Malgré certains risques encourus au cours du terrain, je me suis étonnée

pas vraiment pour moi parce que j’étais « en règle » et de ce fait convaincue que, même si je m’exposais à certains dangers générés par la situation politique ou par les obstacles naturels, je ne risquais rien. Je me suis déplacée avec la certitude tranquille de ceux qui sont libres de circuler, franchissant les frontières allègrement avec mon passeport en règle.

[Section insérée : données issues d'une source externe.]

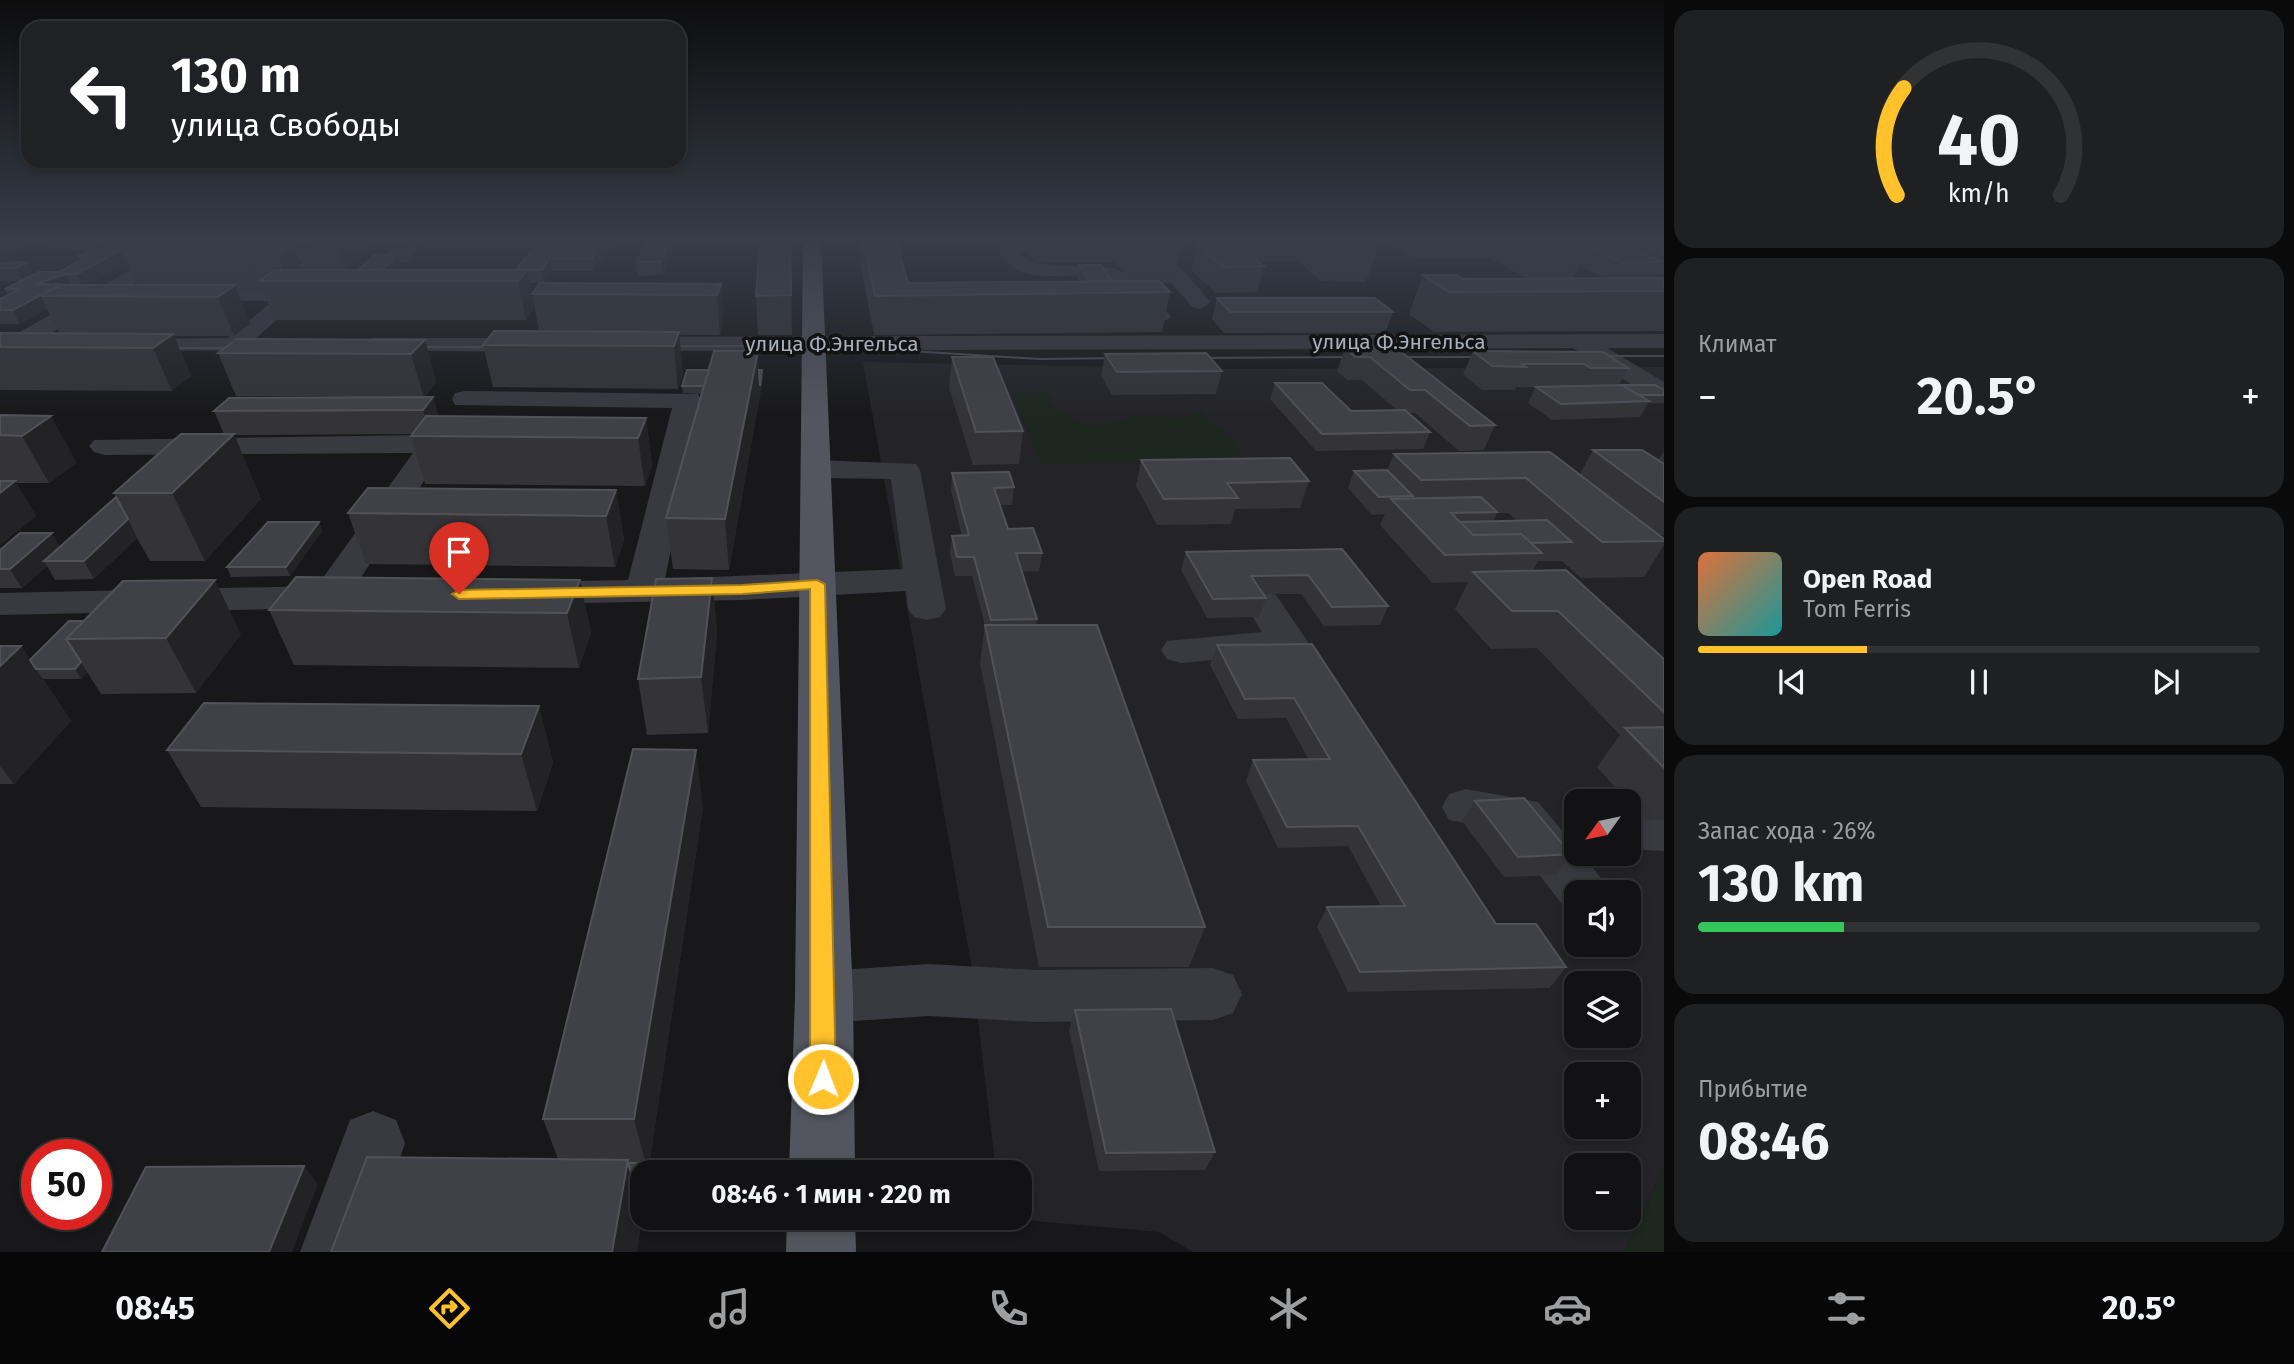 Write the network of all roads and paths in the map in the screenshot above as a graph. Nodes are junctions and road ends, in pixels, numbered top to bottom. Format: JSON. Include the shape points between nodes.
{"nodes":[{"id":1,"x":95,"y":298,"type":"edge"},
{"id":2,"x":289,"y":298,"type":"edge"},
{"id":3,"x":813,"y":298,"type":"edge"},
{"id":4,"x":1141,"y":298,"type":"edge"},
{"id":5,"x":1197,"y":298,"type":"edge"},
{"id":6,"x":1146,"y":303,"type":"junction"},
{"id":7,"x":63,"y":319,"type":"junction"},
{"id":8,"x":108,"y":319,"type":"edge"},
{"id":9,"x":226,"y":319,"type":"edge"},
{"id":10,"x":265,"y":319,"type":"junction"},
{"id":11,"x":1577,"y":341,"type":"junction"},
{"id":12,"x":1664,"y":341,"type":"edge"},
{"id":13,"x":556,"y":344,"type":"edge"},
{"id":14,"x":609,"y":344,"type":"edge"},
{"id":15,"x":814,"y":344,"type":"junction"},
{"id":16,"x":1186,"y":344,"type":"junction"},
{"id":17,"x":234,"y":345,"type":"junction"},
{"id":18,"x":301,"y":345,"type":"edge"},
{"id":19,"x":355,"y":345,"type":"edge"},
{"id":20,"x":505,"y":345,"type":"junction"},
{"id":21,"x":62,"y":346,"type":"edge"},
{"id":22,"x":102,"y":346,"type":"edge"},
{"id":23,"x":4,"y":348,"type":"edge"},
{"id":24,"x":1664,"y":393,"type":"edge"},
{"id":25,"x":451,"y":406,"type":"junction"},
{"id":26,"x":236,"y":419,"type":"edge"},
{"id":27,"x":433,"y":444,"type":"junction"},
{"id":28,"x":208,"y":445,"type":"junction"},
{"id":29,"x":104,"y":446,"type":"dead end"},
{"id":30,"x":816,"y":469,"type":"junction"},
{"id":31,"x":817,"y":584,"type":"junction"},
{"id":32,"x":644,"y":591,"type":"junction"},
{"id":33,"x":493,"y":594,"type":"edge"},
{"id":34,"x":369,"y":596,"type":"edge"},
{"id":35,"x":328,"y":597,"type":"junction"},
{"id":36,"x":1263,"y":603,"type":"edge"},
{"id":37,"x":0,"y":604,"type":"edge"},
{"id":38,"x":1181,"y":650,"type":"dead end"},
{"id":39,"x":1466,"y":807,"type":"dead end"},
{"id":40,"x":1642,"y":831,"type":"edge"},
{"id":41,"x":1664,"y":832,"type":"edge"},
{"id":42,"x":1572,"y":880,"type":"edge"},
{"id":43,"x":1213,"y":994,"type":"dead end"},
{"id":44,"x":824,"y":997,"type":"junction"},
{"id":45,"x":373,"y":1143,"type":"dead end"},
{"id":46,"x":822,"y":1160,"type":"edge"},
{"id":47,"x":821,"y":1230,"type":"edge"},
{"id":48,"x":335,"y":1252,"type":"edge"},
{"id":49,"x":821,"y":1252,"type":"edge"}],
"edges":[{"from":1,"to":7,"type":"street"},
{"from":2,"to":10,"type":"street"},
{"from":3,"to":15,"type":"main road"},
{"from":4,"to":6,"type":"street"},
{"from":5,"to":6,"type":"street","via":[[1200,302]]},
{"from":6,"to":16,"type":"street"},
{"from":7,"to":8,"type":"street"},
{"from":7,"to":23,"type":"street"},
{"from":9,"to":10,"type":"street"},
{"from":10,"to":17,"type":"street"},
{"from":11,"to":12,"type":"street","name":"улица Ф.Энгельса"},
{"from":11,"to":16,"type":"street","name":"улица Ф.Энгельса"},
{"from":11,"to":24,"type":"street"},
{"from":13,"to":20,"type":"street"},
{"from":14,"to":15,"type":"street","name":"улица Ф.Энгельса"},
{"from":15,"to":16,"type":"street","name":"улица Ф.Энгельса"},
{"from":15,"to":30,"type":"main road"},
{"from":17,"to":18,"type":"street"},
{"from":17,"to":22,"type":"street"},
{"from":19,"to":20,"type":"street"},
{"from":20,"to":25,"type":"street"},
{"from":21,"to":23,"type":"street"},
{"from":25,"to":27,"type":"street"},
{"from":25,"to":32,"type":"street","via":[[688,400]]},
{"from":26,"to":28,"type":"street"},
{"from":27,"to":28,"type":"street"},
{"from":27,"to":35,"type":"street"},
{"from":28,"to":29,"type":"street"},
{"from":30,"to":31,"type":"main road"},
{"from":30,"to":31,"type":"street","via":[[905,470],[924,594]]},
{"from":31,"to":32,"type":"street"},
{"from":31,"to":44,"type":"main road"},
{"from":32,"to":33,"type":"street"},
{"from":34,"to":35,"type":"street"},
{"from":35,"to":37,"type":"street"},
{"from":36,"to":38,"type":"street","via":[[1287,642]]},
{"from":39,"to":42,"type":"street","via":[[1521,815]]},
{"from":40,"to":41,"type":"street"},
{"from":43,"to":44,"type":"street","via":[[1038,996],[929,990]]},
{"from":44,"to":46,"type":"main road"},
{"from":45,"to":48,"type":"street"},
{"from":47,"to":49,"type":"main road"}]}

Je savais que j’étais protégée par mon statut de visiteur mais aussi par ma nationalité et éventuellement mon âge ! Je savais que je ne serai en aucun cas réellement malmenée par les forces de l’ordre si je respectais certaines « limites » et que je pouvais jouer avec le danger tout en pensant que rien de vraiment grave ne m’arriverait, situation morale qui n’étant pas définie par la peur de la sanction devait m’octroyer une totale liberté. Et pourtant, la recherche a été limitée.

Je tenterai maintenant - tout en essayant de ne pas tomber dans une dérive narcissique - de dire quelques unes des limitations et difficultés du terrain.

Les limitations : celles imposées par les agents de l’autorité chargés de veiller à la sécurité de ces lieux « sensibles » que sont les frontières au Maghreb. J’ai fait montre d’une trop grande curiosité en observant la situation tendue à la frontière qui sépare la ville de Melilla du territoire marocain et j’ai été bousculée et enjoint brutalement par la guardia civile de quitter les lieux. Je n’ai pas pu tenir trop longtemps le rôle de « touriste égarée » et ai du battre piteusement en retraite. Une autre limite à l’investigation est celle que peut s’imposer le chercheur d’une manière qui n’est pas toujours consciente. Devant un terrain non balisé, sa liberté de mouvement peut aussi être limitée par ses propres peurs devant la dangerosité - imaginée ou avérée - d’une situation qui n’est jamais clairement établie et qui est fluctuante. Il est certain que l’évaluation de la dangerosité de certaines situations (zones frontalières ou attaques terroristes) est en grande partie subjective même si le danger est ou a été bien réel à un moment donné. Comment faire la différence entre risques et dangers réels et en mesurer les conséquences pour la suite de la recherche ? Comment savoir circonscrire son terrain au plus juste ?

Les difficultés : cette recherche a montré que l’empathie manifestée par le chercheur et son acquisition inconditionnelle à leur cause réassure les transmigrants sur le fait qu’il ne les trahira en aucun cas. Cette confiance qui ne se sent pas menacée suscite une étonnante liberté de parole et un véritable plaisir à pouvoir se dire. Néanmoins, dans certaines circonstances douloureuses (écoute de violences perpétrées, situations de souffrance physiques), cette parole livrée n’exprime rien d’autre que le désir que cette parole devienne témoignage. J’ai recueilli de nombreux récits de violences et de trahisons, d’abus et de situations d’exploitation qui ponctuent les parcours clandestins. Dans ces moments précis, le

« terrain » reprenait sa signification initiale empruntée au vocabulaire militaire et qui est celui de « battlefield » (Albera : 2001) ou de champ de bataille dans lequel des confrontations violentes ont lieu et dont le chercheur est le témoin. Souvent, les transmigrants m’ont demandé de témoigner des atteintes aux droits de la personne ou des injustices qu’ils avaient subis, de faire connaître leur situation et de plaider leur cause. A.

Moussaoui (2001) qui a travaillé en Algérie au cœur des violences politiques parle de cette responsabilité douloureuse du chercheur, praticien clairvoyant mais impuissant qui a « diagnostiqué la douleur mais ne peut en apporter le remède ». Le chercheur se doit d’être objectif, détaché et il doit « résonner de concert » comme le soutient Schütz (1991) et « ne doit pas s’impliquer dans les émotions, les jeux et la vie des autres ». Il n’est pas non plus de son ressort de devenir « le dépositaire d’une mémoire vivante de l’affrontement à la mort » comme le dit Malraux ni de faire de ces inconnus clandestins des héros, restés jusqu’alors sans auditoire. Mais parfois devant l’intensité de certaines situations de souffrance, il se retrouve parfois lui-même sans voix et renonce à la quête de ses précieuses données.